The question I am working on is, "Two blocks are free to slide along the friction-less wooden track shown below. The block of mass $m_1 = 4.98~kg$ is released from the position shown, at height $h = 5.00~m$ above the flat part of the track. Protruding from its front end is the north pole of a strong magnet, which repels the north pole of an identical magnet embedded in the back end of the block of mass $m_2 = 9.40~kg$, initially at rest. The two blocks never touch. Calculate the maximum height to which $m_1$ rises after the elastic collision."
This question comes from webassign. On webassign they have a feature called "Watch It;" this feature allows you to see a person solve a problem nearly similar to this one. I feel as though there is an error in what the person says in the video. The person says that the mechanical energy of the block-earth system is conserved, but that wouldn't be true; if we were looking at the block-block system--that is, $m_1$ and $m_2$--the mechanical energy would be conserved. By looking at just the block-earth system, there would be a loss in kinetic energy, because when the two blocks "collide," they apply a force over a distance(work), causing a change in kinetic energy of each block, because the kinetic energy of the moving block is transferred into the other block, which is why the first block doesn't return to its initial height. Is this correct? If not, what am I misunderstanding?
As a result of this contention with what the person said in the video, I am not very certain on how to solve this problem. EDIT (attempt to solve):
Energy analysis:
$m_1:$ $PE_i=mgh=KE_f$, where $h$ is the height from which it drops.

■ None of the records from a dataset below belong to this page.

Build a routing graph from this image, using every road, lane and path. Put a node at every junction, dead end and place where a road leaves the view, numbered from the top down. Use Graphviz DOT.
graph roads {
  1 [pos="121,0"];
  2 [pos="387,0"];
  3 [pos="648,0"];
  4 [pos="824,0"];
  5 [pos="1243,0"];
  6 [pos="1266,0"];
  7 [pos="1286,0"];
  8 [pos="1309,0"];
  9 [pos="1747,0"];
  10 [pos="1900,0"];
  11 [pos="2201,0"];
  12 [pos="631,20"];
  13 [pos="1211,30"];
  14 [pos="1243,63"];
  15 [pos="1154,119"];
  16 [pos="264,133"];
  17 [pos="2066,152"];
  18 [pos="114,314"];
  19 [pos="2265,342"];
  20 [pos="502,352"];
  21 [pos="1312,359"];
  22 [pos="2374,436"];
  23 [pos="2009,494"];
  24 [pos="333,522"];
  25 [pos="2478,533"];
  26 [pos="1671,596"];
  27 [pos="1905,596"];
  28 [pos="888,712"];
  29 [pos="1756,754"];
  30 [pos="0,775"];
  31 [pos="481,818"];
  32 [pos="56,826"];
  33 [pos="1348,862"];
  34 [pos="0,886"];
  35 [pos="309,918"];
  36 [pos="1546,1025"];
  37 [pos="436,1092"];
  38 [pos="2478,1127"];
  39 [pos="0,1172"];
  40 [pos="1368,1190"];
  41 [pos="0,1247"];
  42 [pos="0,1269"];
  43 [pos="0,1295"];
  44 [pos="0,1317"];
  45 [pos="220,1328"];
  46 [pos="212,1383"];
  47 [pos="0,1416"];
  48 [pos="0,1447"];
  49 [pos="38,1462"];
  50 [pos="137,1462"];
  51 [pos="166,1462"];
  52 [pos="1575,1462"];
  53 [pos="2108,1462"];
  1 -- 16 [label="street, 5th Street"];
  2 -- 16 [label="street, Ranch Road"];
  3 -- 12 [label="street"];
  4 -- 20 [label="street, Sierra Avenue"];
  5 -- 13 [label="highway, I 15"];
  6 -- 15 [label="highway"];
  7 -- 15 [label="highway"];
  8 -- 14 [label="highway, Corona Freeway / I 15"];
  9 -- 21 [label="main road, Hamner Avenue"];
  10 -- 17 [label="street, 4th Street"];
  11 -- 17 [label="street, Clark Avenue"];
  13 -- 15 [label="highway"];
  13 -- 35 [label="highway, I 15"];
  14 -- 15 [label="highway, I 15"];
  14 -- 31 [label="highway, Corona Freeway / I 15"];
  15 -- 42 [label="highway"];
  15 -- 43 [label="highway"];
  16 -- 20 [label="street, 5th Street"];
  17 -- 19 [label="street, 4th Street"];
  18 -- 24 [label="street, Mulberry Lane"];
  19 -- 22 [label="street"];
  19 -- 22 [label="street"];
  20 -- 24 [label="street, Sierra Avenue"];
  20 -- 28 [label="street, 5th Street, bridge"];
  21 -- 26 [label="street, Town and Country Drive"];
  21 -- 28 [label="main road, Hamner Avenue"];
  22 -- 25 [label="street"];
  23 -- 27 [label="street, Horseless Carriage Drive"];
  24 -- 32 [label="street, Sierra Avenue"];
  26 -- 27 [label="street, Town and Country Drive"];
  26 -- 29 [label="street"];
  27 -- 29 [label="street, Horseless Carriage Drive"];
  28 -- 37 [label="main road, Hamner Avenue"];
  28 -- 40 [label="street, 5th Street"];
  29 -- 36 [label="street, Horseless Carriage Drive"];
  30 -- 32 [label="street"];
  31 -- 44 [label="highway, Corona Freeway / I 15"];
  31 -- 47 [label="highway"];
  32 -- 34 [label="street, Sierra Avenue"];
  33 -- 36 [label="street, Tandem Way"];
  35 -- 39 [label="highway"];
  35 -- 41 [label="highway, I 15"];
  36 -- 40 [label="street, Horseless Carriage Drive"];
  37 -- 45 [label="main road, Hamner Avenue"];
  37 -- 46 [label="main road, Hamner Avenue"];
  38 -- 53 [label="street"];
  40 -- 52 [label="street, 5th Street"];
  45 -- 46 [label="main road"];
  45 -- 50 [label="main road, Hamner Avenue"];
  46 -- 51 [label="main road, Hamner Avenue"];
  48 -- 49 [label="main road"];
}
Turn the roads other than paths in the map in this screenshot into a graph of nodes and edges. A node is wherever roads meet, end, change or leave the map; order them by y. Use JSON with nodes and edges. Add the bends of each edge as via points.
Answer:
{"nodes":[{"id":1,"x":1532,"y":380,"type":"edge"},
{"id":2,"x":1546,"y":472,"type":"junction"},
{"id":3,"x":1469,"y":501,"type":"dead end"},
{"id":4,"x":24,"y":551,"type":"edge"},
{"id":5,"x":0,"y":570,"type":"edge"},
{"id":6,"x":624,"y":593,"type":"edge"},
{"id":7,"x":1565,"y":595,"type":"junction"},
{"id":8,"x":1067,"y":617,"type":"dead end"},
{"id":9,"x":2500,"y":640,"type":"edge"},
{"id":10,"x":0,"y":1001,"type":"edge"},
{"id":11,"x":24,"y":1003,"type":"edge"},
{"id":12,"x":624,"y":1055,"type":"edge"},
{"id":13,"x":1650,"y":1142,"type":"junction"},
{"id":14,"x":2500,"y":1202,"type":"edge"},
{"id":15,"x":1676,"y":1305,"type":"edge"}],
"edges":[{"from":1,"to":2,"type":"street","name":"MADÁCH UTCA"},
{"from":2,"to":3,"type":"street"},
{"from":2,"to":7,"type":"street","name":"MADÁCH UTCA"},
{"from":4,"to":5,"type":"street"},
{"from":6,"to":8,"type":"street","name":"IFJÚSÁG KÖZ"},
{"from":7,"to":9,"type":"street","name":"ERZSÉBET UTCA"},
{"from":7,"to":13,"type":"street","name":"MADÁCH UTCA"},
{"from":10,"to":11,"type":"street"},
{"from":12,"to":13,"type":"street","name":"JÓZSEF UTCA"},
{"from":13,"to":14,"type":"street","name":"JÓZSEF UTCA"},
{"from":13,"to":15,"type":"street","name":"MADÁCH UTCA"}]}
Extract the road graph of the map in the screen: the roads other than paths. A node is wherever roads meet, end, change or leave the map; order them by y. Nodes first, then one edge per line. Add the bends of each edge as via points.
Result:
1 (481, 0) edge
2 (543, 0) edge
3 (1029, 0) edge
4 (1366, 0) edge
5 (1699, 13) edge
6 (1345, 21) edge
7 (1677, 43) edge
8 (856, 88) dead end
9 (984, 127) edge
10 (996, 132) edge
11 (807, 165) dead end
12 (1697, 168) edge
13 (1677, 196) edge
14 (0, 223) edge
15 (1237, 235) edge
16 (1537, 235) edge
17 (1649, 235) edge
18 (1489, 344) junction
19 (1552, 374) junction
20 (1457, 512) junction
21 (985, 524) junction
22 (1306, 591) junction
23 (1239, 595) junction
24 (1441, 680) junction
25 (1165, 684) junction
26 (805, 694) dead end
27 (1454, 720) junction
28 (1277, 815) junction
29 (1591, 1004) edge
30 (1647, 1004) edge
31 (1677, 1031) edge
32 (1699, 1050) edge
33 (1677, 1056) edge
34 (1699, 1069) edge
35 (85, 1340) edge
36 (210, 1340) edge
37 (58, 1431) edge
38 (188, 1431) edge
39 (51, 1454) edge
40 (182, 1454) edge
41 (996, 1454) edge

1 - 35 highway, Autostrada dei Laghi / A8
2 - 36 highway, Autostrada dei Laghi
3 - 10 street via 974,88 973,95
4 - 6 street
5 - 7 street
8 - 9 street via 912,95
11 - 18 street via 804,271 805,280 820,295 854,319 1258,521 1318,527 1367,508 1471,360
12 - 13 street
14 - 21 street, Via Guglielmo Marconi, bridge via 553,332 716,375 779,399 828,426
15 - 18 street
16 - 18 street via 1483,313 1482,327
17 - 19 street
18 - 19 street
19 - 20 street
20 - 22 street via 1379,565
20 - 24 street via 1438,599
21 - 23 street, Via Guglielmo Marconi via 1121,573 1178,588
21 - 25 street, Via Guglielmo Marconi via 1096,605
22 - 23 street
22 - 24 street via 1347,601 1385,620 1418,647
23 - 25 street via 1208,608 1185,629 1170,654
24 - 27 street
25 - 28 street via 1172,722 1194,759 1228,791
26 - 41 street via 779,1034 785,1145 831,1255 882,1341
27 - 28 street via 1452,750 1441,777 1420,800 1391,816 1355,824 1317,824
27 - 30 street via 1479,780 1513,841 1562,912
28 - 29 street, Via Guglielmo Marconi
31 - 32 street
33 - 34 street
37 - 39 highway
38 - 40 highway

$KE_i=0~J$; $PE_f=mgh_0$, where $h_0$ is the height is rises to after the collision
$m_2:$ $KE_i=PE_i=PE_f=0~j$; $KE_f=\frac{1}{2}m_2v^2_{f,2}$
Momentum Analysis:
$m_1:$ $\vec{p}_{i,1}=m_1\vec{v}_{i,1}$; $\vec{p}_{f,1}=m_1\vec{v}_{f,1}$
$m_2:$ $\vec{p}_{i,2}=m_2\vec{v}_{i,1}$; $\vec{p}_{f,2}=m_2\vec{v}_{f,2}$
When I set up an equation for change in mechanical energy, and an equation for conservation of momentum, I get two equations, with a lot of unknowns. What did I do wrong?
Answer
It's not clear to me what "block-earth" system is supposed to mean, either, particularly when there are two blocks. The key word in the problem is that they say it's an elastic collision. Therefore, the total momentum and energy of the two blocks are conserved quantities. That's all one really needs to know in order to solve the problem.
Edit: a full analysis of the problem. Prior to collision, block 1 has $E = m_1 gh$ and block 2 has no energy. Just prior to collision, all this energy is kinetic, so $p^2/2m_1 = m_1 gh \implies p = m_1\sqrt{2gh}$.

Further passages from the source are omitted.